From the foregoing, it will be appreciated that example systems, methods, apparatus, and articles of manufacture have been disclosed that improve set target temperature fan control using ambient temperature. Disclosed systems, methods, apparatus, and articles of manufacture improve the efficiency of using a computing device by allowing for greater performance when ambient temperature is high and less power leakage when ambient temperature is low. Disclosed systems, methods, apparatus, and articles of manufacture are accordingly directed to one or more improvement(s) in the operation of a machine such as a computer or other electronic and/or mechanical device.

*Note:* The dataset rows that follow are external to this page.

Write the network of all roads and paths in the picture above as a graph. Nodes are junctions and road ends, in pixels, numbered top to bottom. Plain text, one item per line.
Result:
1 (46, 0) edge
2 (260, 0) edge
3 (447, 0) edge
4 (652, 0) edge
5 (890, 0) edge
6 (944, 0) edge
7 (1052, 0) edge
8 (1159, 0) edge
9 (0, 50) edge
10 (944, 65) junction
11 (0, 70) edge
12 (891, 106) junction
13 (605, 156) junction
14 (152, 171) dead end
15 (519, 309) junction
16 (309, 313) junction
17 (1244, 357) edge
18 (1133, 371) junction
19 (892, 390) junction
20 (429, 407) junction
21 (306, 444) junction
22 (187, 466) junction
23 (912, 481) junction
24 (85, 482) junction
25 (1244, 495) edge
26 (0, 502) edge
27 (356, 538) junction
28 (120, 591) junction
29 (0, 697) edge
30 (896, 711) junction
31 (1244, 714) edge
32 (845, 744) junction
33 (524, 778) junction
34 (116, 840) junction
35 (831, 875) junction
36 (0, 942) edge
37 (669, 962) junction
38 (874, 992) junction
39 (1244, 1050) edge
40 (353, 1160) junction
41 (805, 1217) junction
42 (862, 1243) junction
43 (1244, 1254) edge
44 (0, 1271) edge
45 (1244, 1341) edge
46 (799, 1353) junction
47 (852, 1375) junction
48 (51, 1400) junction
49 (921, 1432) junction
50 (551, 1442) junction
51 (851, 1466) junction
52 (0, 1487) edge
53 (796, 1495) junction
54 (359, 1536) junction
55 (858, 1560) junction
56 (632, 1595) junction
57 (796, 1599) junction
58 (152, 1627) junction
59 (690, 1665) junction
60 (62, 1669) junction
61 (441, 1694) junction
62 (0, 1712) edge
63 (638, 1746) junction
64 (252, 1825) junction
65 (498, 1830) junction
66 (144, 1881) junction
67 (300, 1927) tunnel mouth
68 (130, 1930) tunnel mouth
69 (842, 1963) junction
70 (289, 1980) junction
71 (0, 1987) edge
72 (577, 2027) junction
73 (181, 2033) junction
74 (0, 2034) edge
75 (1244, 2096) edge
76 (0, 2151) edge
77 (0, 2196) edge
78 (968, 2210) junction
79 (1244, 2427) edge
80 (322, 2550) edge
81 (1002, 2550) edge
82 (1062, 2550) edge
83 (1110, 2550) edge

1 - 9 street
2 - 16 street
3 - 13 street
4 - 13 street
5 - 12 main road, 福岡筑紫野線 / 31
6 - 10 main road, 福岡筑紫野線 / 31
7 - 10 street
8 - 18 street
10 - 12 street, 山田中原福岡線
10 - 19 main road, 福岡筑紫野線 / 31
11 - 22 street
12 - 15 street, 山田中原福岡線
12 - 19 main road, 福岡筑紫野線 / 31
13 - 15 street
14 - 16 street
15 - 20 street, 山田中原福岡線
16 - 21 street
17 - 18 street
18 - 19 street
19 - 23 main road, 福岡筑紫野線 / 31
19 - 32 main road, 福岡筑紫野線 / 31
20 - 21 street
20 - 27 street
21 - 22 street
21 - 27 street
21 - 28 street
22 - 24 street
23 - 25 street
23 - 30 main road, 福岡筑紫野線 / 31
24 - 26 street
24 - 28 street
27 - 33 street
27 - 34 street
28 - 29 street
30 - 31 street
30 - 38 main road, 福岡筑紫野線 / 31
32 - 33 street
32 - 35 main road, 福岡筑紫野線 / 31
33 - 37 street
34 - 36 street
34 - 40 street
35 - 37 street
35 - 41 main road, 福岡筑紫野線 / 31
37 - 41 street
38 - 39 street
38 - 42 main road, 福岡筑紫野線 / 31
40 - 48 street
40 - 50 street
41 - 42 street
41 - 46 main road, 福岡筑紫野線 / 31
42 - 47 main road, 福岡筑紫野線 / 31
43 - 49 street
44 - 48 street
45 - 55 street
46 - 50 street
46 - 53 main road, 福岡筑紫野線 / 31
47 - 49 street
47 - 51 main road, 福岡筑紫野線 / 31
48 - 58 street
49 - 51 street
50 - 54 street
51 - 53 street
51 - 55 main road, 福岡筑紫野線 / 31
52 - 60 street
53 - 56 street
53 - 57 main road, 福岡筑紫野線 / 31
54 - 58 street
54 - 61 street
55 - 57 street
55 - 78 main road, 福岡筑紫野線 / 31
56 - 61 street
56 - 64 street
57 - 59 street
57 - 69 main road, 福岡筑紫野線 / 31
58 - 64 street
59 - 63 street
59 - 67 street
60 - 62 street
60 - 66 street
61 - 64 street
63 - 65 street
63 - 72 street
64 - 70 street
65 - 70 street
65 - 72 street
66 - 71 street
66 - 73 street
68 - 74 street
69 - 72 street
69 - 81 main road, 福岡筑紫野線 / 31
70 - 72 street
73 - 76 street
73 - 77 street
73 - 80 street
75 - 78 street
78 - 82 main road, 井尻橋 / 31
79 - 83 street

Example methods, apparatus, systems, and articles of manufacture for fan control based on ambient temperature are disclosed herein. Further examples and combinations thereof include the following:

Example 1 includes a system comprising interface circuitry, first programmable circuitry, and instructions to cause the first programmable circuitry to determine, based on a first signal output by a first sensor, a first temperature at a first location that is associated with second programmable circuitry, determine, based on a second signal output by a second sensor, a second temperature at a second location that is different than the first location, set a first thermal setpoint for the second programmable circuitry in response to the second temperature failing to satisfy a threshold value, and set a second thermal setpoint for the second programmable circuitry in response to the second temperature satisfying the threshold value, wherein the second thermal setpoint is higher than the first thermal setpoint.

Example 2 includes the system of example 1, wherein the first programmable circuitry is to, based on control of a rotational speed of a fan, cause the second programmable circuitry to satisfy (1) the first thermal setpoint, or (2) the second thermal setpoint.

Example 3 includes the system of example 2, wherein the threshold value is a first threshold value, and to control the rotational speed of the fan, the first programmable circuitry is to determine a current rotational speed of the fan, determine a target rotational speed for the fan, determine that a difference between the current rotational speed and the target rotational speed satisfies a second threshold value, and set the fan to a speed that is approximately the current rotational speed plus the second threshold value.

Example 4 includes the system of example 3, wherein the first programmable circuitry causes the fan to accelerate more rapidly than the first programmable circuitry causes the fan to decelerate.

Example 5 includes the system of example 3, wherein the first programmable circuitry is to control the fan based on one or more of ambient sound at the second location or a workload associated with the second programmable circuitry.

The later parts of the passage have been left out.